Wie werden Handlungen erklärt?

In einem früheren Blogeintrag habe ich mich mit der Unterscheidung zwischen Gründen und Ursachen beschäftigt, wie sie von Dietmar Hübner in seinem Buch Was uns frei macht getroffen wurde. Ich habe vor allem Beispiele dafür gegeben, inwiefern Gründe und Ursachen unterschiedliche Antworten auf die Frage nach dem Warum einer Handlung geben. In diesem Eintrag werde ich den Blick noch etwas weiten – es gibt nämlich neben der Nennung von Gründen und Ursachen noch weitere Arten, eine Handlung zu erklären.
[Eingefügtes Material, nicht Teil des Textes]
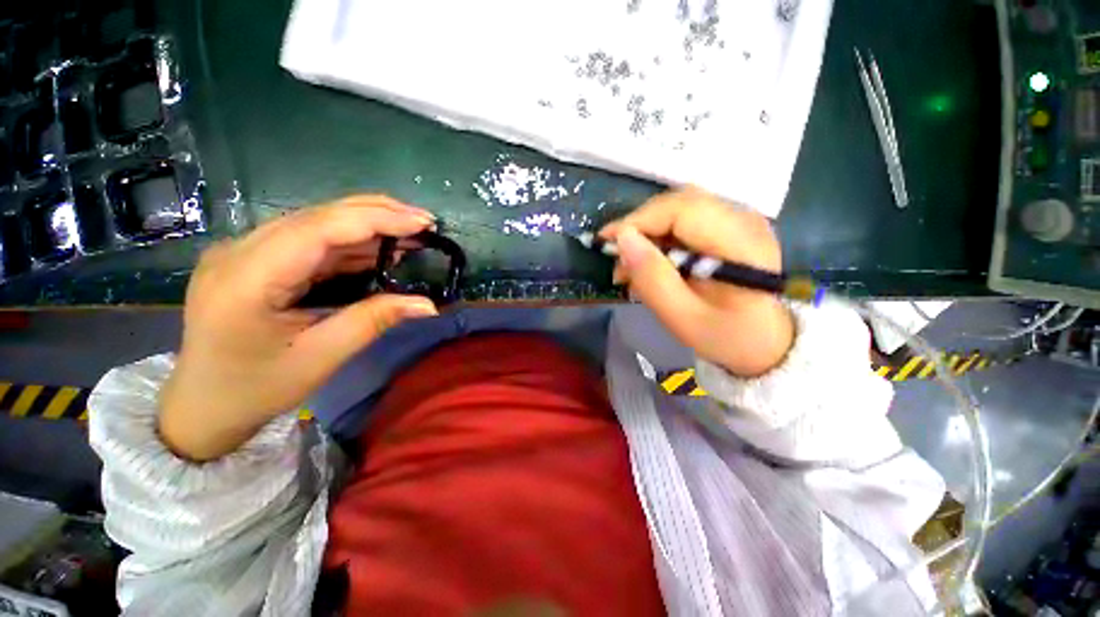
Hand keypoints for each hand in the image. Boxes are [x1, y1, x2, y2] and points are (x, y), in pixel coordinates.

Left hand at [159, 196, 438, 460]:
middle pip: (317, 215)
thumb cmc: (256, 388)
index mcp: (248, 279)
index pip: (319, 229)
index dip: (376, 220)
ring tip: (411, 231)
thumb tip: (427, 304)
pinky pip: (309, 239)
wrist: (202, 404)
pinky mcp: (254, 258)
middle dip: (377, 214)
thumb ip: (374, 321)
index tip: (422, 223)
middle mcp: (240, 251)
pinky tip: (378, 247)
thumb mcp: (321, 358)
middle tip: (424, 222)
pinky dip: (350, 240)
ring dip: (367, 224)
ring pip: (315, 221)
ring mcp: (244, 251)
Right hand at [600, 188, 794, 376]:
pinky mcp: (728, 226)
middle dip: (639, 227)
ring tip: (630, 265)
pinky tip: (650, 261)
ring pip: (678, 209)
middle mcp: (745, 220)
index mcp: (742, 244)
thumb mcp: (683, 318)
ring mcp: (739, 220)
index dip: (639, 220)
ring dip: (647, 233)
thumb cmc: (726, 337)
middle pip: (679, 203)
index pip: (683, 210)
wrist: (764, 342)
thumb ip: (653, 280)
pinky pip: (685, 220)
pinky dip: (659, 237)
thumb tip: (623, 240)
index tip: (606, 241)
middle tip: (617, 259)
Handlungserklärungen durch Ursachen

Rekapitulieren wir aber zunächst die Erklärungsarten, die uns aus dem früheren Blogeintrag geläufig sind. Wenn wir für eine Handlung eine Ursache angeben, benennen wir die Umstände, die kausal zu unserer Handlung geführt haben. Beispiele: Warum isst du? – Weil ich Hunger habe. Warum rauchst du? – Weil ich Schmacht nach einer Zigarette hatte. Warum machst du Sport? – Weil ich abnehmen möchte.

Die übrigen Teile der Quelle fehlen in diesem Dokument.